The hardest part for me to accept is the fact that she was right where she was supposed to be. She got off the bus with plenty of time to get to her first class. She went to the crosswalk to go across the street to school, and that's when the car hit her. Then it backed up over her to escape. An eleven-year-old girl died yesterday morning because she was doing the right thing.
I knew her. Last year she came to our school a little after classes had settled in. She was "the new girl," but she handled it well. I respected the fact that she had to find her way in a group, some of whom had known each other since Kindergarten. Part of that persona was not taking any guff from anybody. Just because she was new, she wasn't going to fade quietly into the background. She was in a class with a number of very large personalities, and she wasn't about to be forgotten.

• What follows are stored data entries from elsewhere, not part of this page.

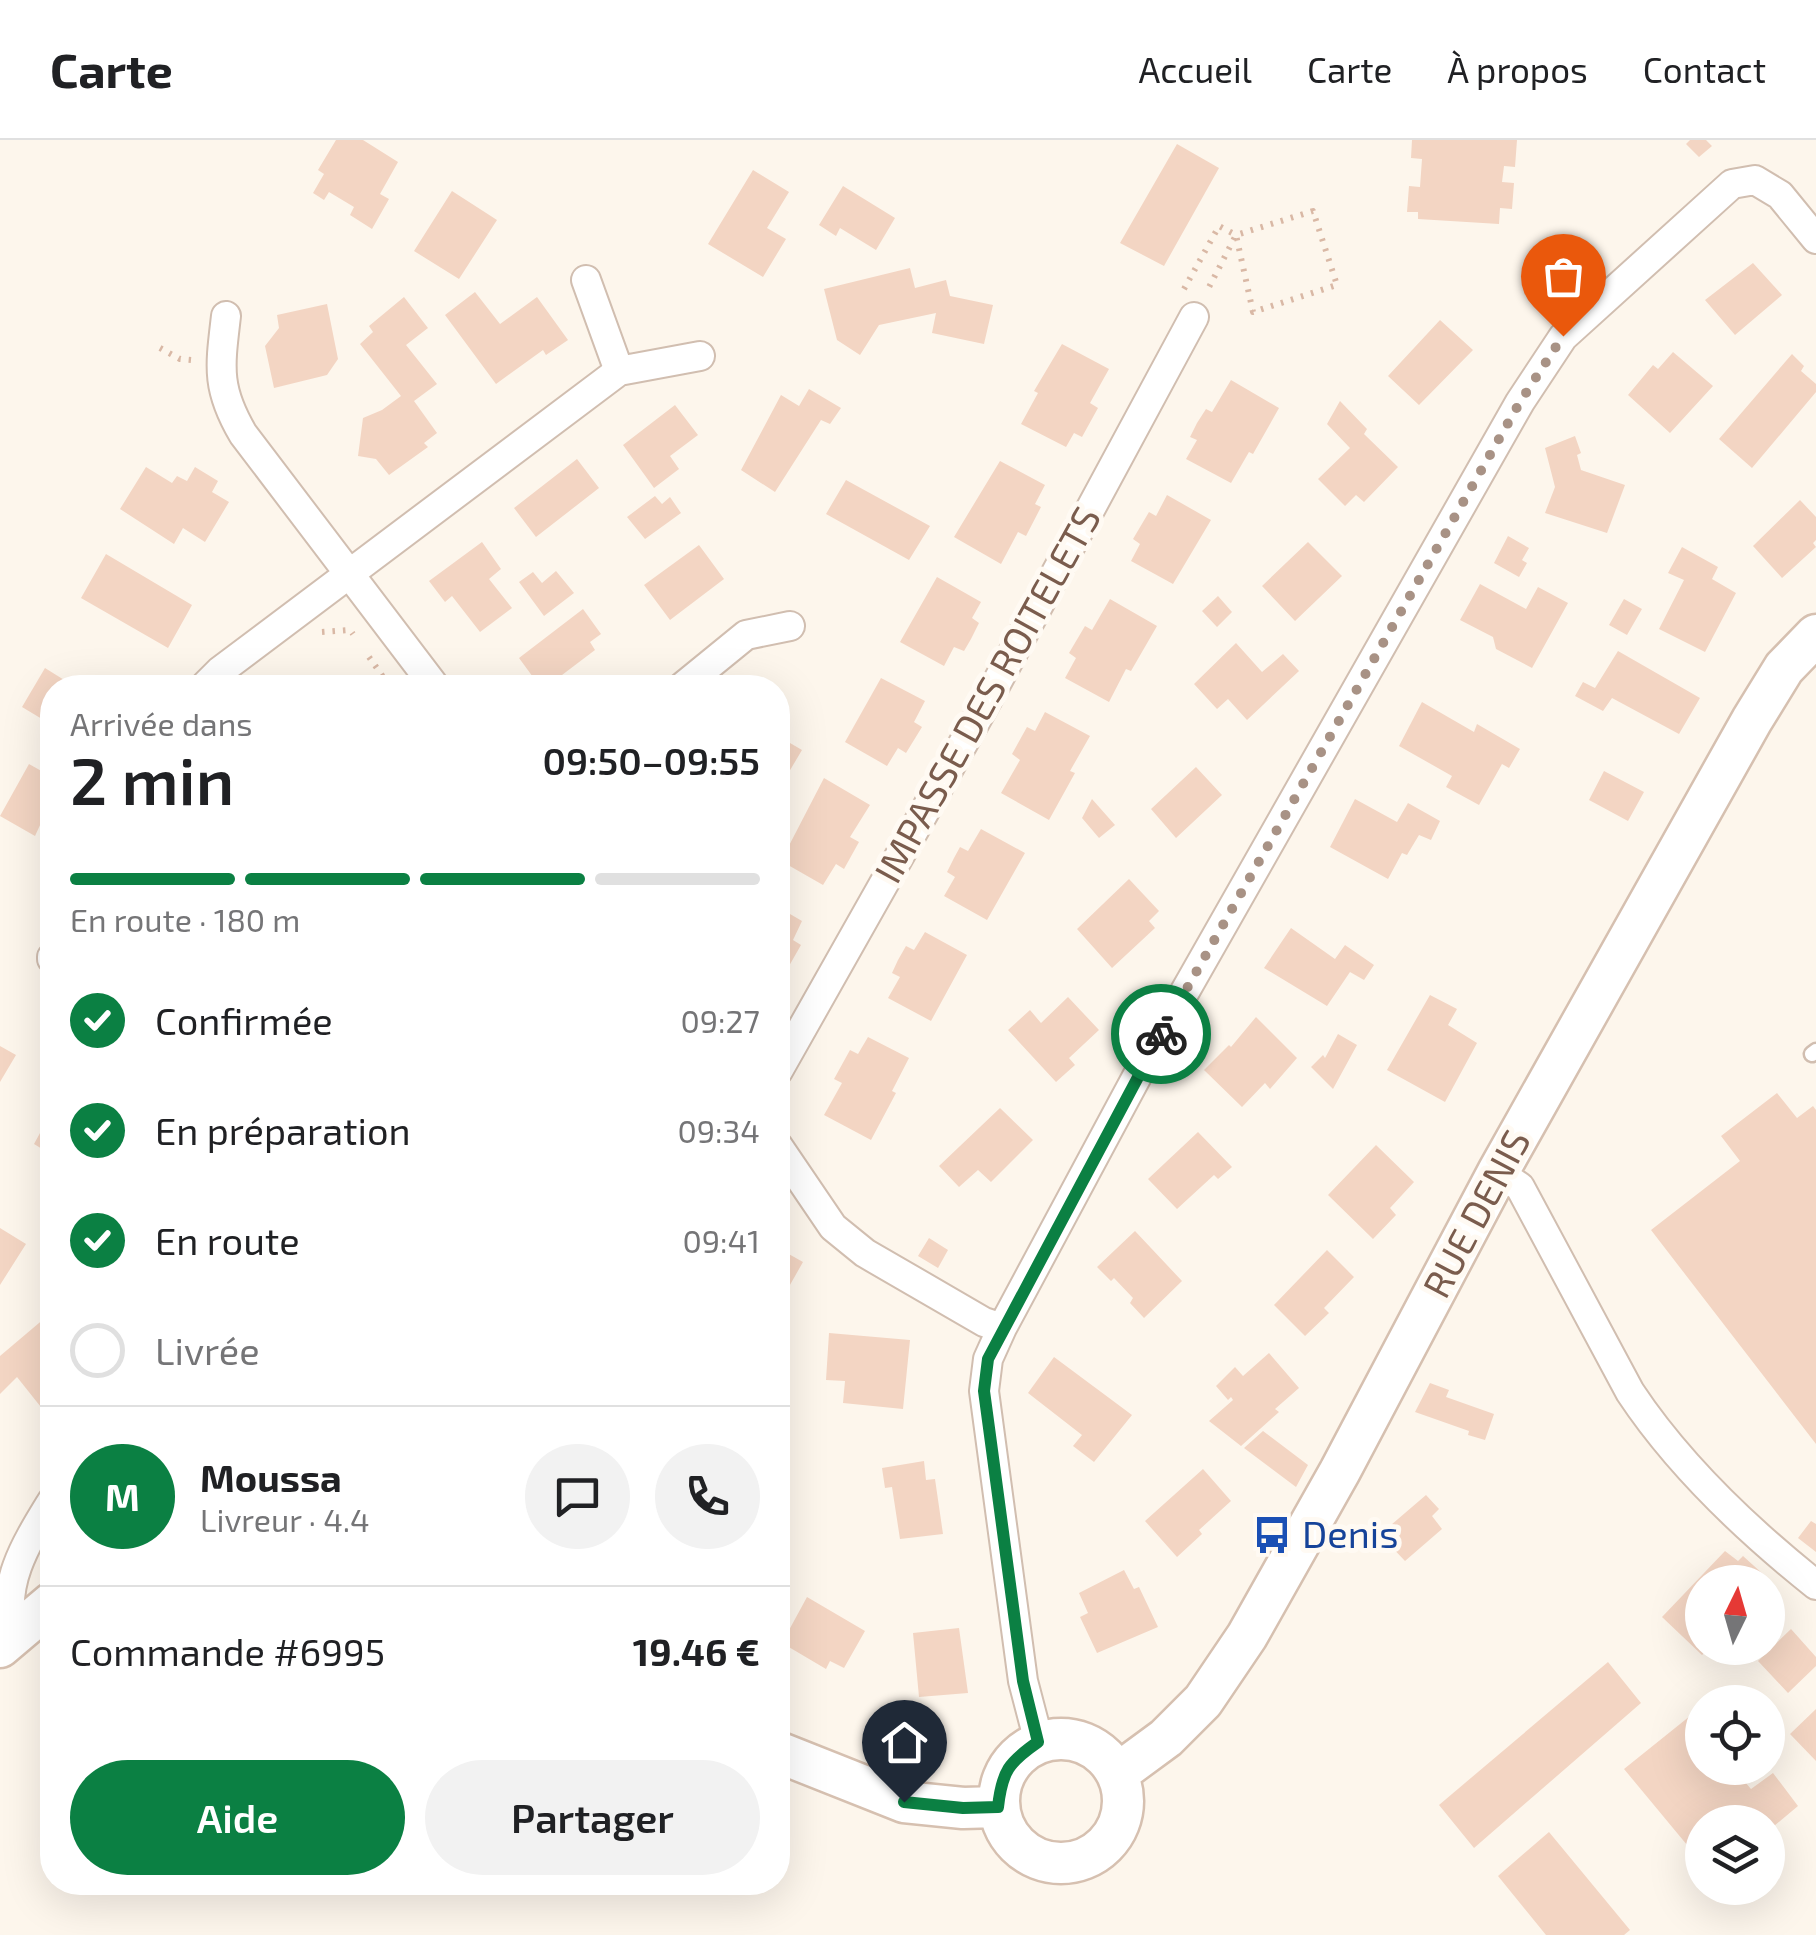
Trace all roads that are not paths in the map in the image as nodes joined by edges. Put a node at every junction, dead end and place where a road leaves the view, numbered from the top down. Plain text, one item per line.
1 (1816, 239) edge
2 (586, 280) dead end
3 (1189, 304) road end
4 (226, 316) dead end
5 (700, 356) dead end
6 (619, 372) junction
7 (350, 576) junction
8 (790, 626) dead end
9 (1816, 636) edge
10 (215, 675) edge
11 (426, 675) edge
12 (696, 675) edge
13 (790, 1050) edge
14 (790, 1163) edge
15 (1498, 1172) junction
16 (1002, 1328) junction
17 (40, 1521) edge
18 (1816, 1585) edge
19 (40, 1613) edge
20 (6, 1640) edge
21 (1038, 1742) junction
22 (790, 1757) edge
23 (1117, 1774) junction
24 (998, 1807) junction

1 - 16 street
2 - 6 street
3 - 13 street, IMPASSE DES ROITELETS
4 - 7 street
5 - 6 street
6 - 7 street
7 - 10 street
7 - 11 street
8 - 12 street
9 - 15 street, RUE DENIS
14 - 16 street
15 - 18 street
15 - 23 street, RUE DENIS
16 - 21 street
17 - 20 street
19 - 20 street
21 - 23 street
21 - 24 street
22 - 24 street
23 - 24 street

Now we are assured that she won't be. I won't forget the PowerPoint presentations she made in my class. One was an illustration of Cause and Effect using the tumultuous relationship of Rhianna and Chris Brown. The other was a no-nonsense biography of Abraham Lincoln, in which she pointed out, "He wasn't very handsome, was he?" At the end of the year talent show, when most fifth graders get up and lip-sync their way through the current hits, she wrote her own song and sang it a Capella. In front of the whole school. Her school. No fear.
It would be wrong to remember her as an angel. That would be too simple. She was a little girl who was finding her way. Sometimes she was picked on. Sometimes she picked on others. Like most fifth graders, she was fixated on what was "fair." Her fifth grade teacher made a point of writing, on the first day of class, this message on the board: "Fair is when everyone gets what they need."
This little girl was on her way to school and got killed by a hit and run driver. That's not fair.